MATERIAL SHOWN START

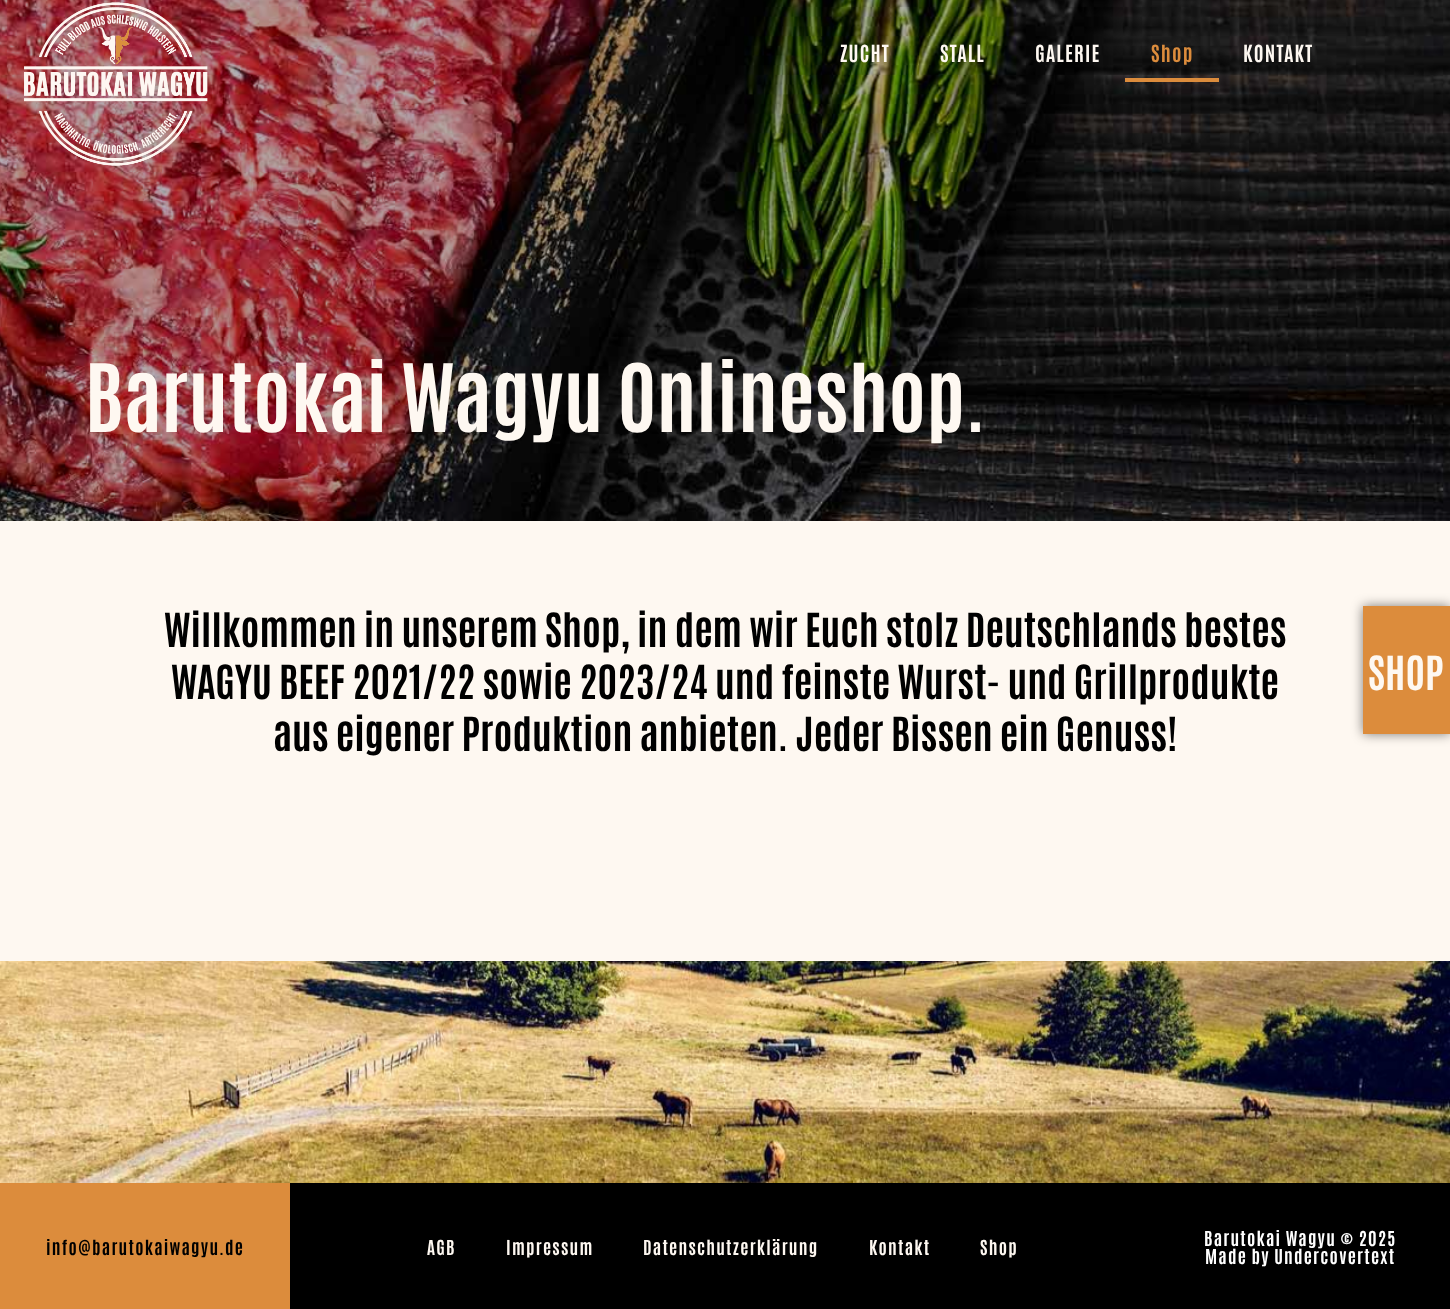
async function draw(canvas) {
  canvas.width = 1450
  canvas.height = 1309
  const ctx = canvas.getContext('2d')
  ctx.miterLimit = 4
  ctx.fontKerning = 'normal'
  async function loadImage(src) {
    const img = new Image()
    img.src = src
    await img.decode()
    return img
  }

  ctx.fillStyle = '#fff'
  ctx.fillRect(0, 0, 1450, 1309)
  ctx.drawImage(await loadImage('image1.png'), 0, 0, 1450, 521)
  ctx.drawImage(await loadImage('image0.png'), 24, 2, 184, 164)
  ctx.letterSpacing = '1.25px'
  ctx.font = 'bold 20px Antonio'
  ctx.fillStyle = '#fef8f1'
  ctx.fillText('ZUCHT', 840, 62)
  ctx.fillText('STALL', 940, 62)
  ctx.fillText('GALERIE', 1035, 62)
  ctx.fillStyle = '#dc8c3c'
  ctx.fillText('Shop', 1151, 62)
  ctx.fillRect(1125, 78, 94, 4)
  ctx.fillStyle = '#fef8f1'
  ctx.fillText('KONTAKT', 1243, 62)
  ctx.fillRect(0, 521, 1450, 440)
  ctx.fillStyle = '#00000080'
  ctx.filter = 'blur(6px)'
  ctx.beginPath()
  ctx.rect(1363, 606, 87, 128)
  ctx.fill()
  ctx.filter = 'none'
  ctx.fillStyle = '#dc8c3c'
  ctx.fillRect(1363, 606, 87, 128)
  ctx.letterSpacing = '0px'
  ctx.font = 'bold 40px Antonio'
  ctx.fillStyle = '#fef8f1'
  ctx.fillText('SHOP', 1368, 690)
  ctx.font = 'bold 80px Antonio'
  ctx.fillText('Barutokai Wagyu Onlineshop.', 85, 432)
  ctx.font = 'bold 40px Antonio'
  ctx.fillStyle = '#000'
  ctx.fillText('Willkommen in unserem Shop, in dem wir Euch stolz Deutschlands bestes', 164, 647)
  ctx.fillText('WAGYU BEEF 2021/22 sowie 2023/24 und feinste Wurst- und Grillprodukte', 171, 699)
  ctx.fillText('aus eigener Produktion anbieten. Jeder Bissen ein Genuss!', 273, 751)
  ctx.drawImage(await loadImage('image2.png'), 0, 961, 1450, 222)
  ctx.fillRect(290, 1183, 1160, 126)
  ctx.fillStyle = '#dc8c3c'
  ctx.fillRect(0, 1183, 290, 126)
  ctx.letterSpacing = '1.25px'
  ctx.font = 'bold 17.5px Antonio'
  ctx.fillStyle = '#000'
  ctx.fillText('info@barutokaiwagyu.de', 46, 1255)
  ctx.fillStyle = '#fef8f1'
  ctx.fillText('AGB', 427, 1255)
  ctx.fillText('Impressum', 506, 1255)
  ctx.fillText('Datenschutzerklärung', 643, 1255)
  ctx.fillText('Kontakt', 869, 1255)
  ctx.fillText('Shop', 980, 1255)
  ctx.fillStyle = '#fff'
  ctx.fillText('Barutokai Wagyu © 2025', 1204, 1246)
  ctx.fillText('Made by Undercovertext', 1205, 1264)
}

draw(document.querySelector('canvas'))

MATERIAL SHOWN END

Please return each line of the listing above that contains "drawImage".

  ctx.drawImage(await loadImage('image1.png'), 0, 0, 1450, 521)
  ctx.drawImage(await loadImage('image0.png'), 24, 2, 184, 164)
  ctx.drawImage(await loadImage('image2.png'), 0, 961, 1450, 222)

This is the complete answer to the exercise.